A proper and integral way to approach the biosafety and biosecurity aspects is through risk assessment methods that evaluate SynBio activities and techniques in order to determine whether they can be deemed as safe in terms of, or both (Schmidt 2009).

It is worth mentioning that, as the Convention on Biological Diversity (CBD) along with the Cartagena and Nagoya Protocols – its two supplementary agreements – addresses, SynBio activities and their risk assessment methods must comply with local regulatory frameworks and international legislation that oversee biosafety and biosecurity (Marles-Wright 2016). For instance, the European Union has regulations regarding the exposure chain of potential hazards of genetic engineering applications to human health and the environment (Scientific Committees 2015). Specifically, the European Directives 2009/41/EC, 2001/18/EC and (EU) 1829/412 relate to the contained use of GMOs, their deliberate release to the environment and their possible restriction by Member States. Specifically, the Directive 2001/18/EC is important in this case since it states that for an environmental risk assessment the characteristics of a GMO related to potential adverse effects should be compared to the ones from non-modified organisms (European Commission 2016).

Furthermore, in the United Kingdom (UK), the Genetically Modified Organisms (Contained Use) Regulations 2014 document states that the risk assessment of contained use of microorganisms and GMOs must identify the potential hazards of their activities and the level of severity (HSE 2014). Its complement, the Scientific Advisory Committee on Genetic Modification (SACGM) Compendium of Guidance, mentions the regulations of risks presented with the insertion of exogenous DNA sequences in host strains and the need to identify all probable hazards that stem from GMOs (HSE 2004). On the other hand, in the US the NIH Guidelines on the Use of Recombinant or Synthetic Nucleic Acid Molecules specify the practices regarding their construction and handling (NIH 2016a). Moreover, the World Health Organisation (WHO) and the Advisory Committee on Dangerous Pathogens (ACDP) Approved List of Biological Agents have a globally accepted classification of microorganisms according to their risk levels called the Control of Substances Hazardous to Health (COSHH) Regulations, such as the one presented for the iGEM competition to label different microorganisms (HSE 2004).

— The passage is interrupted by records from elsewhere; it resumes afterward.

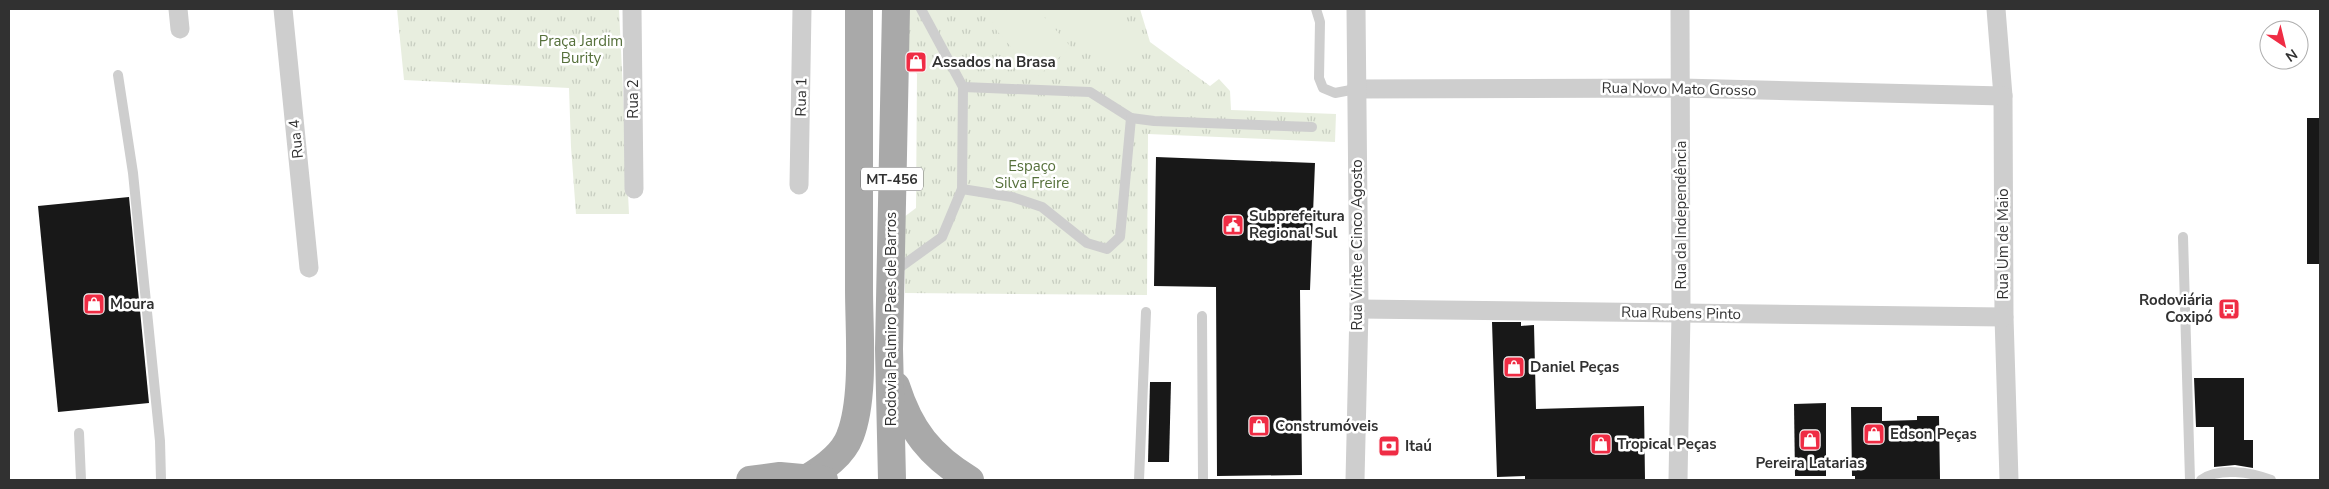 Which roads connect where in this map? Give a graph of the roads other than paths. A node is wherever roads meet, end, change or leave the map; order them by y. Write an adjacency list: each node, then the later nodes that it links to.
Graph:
1 (178, 9): 12 (street)
2 (283, 9): 24 (street, Rua 4)
3 (632, 9): 21 (street, Rua 2)
4 (802, 9): 20 (street, Rua 1)
5 (859, 9): 33 (main road, Rodovia Palmiro Paes de Barros / MT-456)
6 (896, 9): 25 (main road, Rodovia Palmiro Paes de Barros / MT-456)
7 (921, 9): 14 (lane)
8 (1316, 9): 15 (lane)
9 (1356, 9): 15 (street, Rua Vinte e Cinco Agosto)
10 (1680, 9): 16 (street, Rua da Independência)
11 (1996, 9): 17 (street, Rua Um de Maio)
12 (180, 29)
13 (118, 75): 35 (lane)
14 (963, 87): 18 (lane); 22 (lane)
15 (1356, 88): 16 (street, Rua Novo Mato Grosso); 26 (street, Rua Vinte e Cinco Agosto)
16 (1682, 88): 17 (street, Rua Novo Mato Grosso); 28 (street, Rua da Independência)
17 (2003, 96): 30 (street, Rua Um de Maio)
18 (1131, 118): 19 (lane); 22 (lane)
19 (1312, 127)
20 (799, 185)
21 (634, 189)
22 (962, 189): 25 (lane)
23 (2183, 237): 44 (lane)
24 (309, 268)
25 (891, 274): 31 (main road, Rodovia Palmiro Paes de Barros / MT-456)
26 (1358, 309): 28 (street, Rua Rubens Pinto); 41 (street, Rua Vinte e Cinco Agosto)
27 (1146, 312): 39 (lane)
28 (1680, 313): 30 (street, Rua Rubens Pinto); 42 (street, Rua da Independência)
29 (1202, 316): 40 (lane)
30 (2004, 317): 43 (street, Rua Um de Maio)
31 (890, 349): 37 (main road, Rodovia Palmiro Paes de Barros / MT-456); 38 (main road, MT-456)
32 (79, 433): 34 (lane)
33 (816, 479): 36 (main road)
34 (81, 480)
35 (161, 480)
36 (750, 480)
37 (892, 480)
38 (970, 480)
39 (1139, 480)
40 (1204, 480)
41 (1355, 480)
42 (1678, 480)
43 (2009, 480)
44 (2190, 480)
45 (2201, 480): 46 (lane)
46 (2271, 480)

However, the existing biosafety and biosecurity framework pertaining to molecular biology was created before the fast-paced developments in SynBio, such as DNA synthesis, sequencing and high-throughput assembly, took place. Moreover, risk assessment methods are usually limited to paperwork that is completed and signed off by senior members, while other laboratory members do not contribute in a relevant manner to those assessments (Marles-Wright 2016).

Accordingly, numerous improvements to risk assessment methodologies can be made to ensure that biosafety and biosecurity are guaranteed while the benefits of SynBio developments are not compromised, such as having better communication and cooperation between the SynBio community and society in general (Schmidt 2009) to ensure that the biosafety and biosecurity components are integrated in molecular and synthetic biology research. On this matter, it has been proposed that, by fostering both a social intelligence and public knowledge about science, the contribution of science to benefit society is assured (van Doren & Heyen 2014). Progressively, more initiatives are being presented to make such incorporations. For example, the SYNBIOSAFE project and the SynBio Engineering Research Centre (SynBERC), funded by the European Commission’s Seventh Framework Programme and the US National Science Foundation (NSF) respectively, aim to ensure a successful scientific development while gathering information about the risks and achievable strategies to minimise them (Calvert & Martin 2009).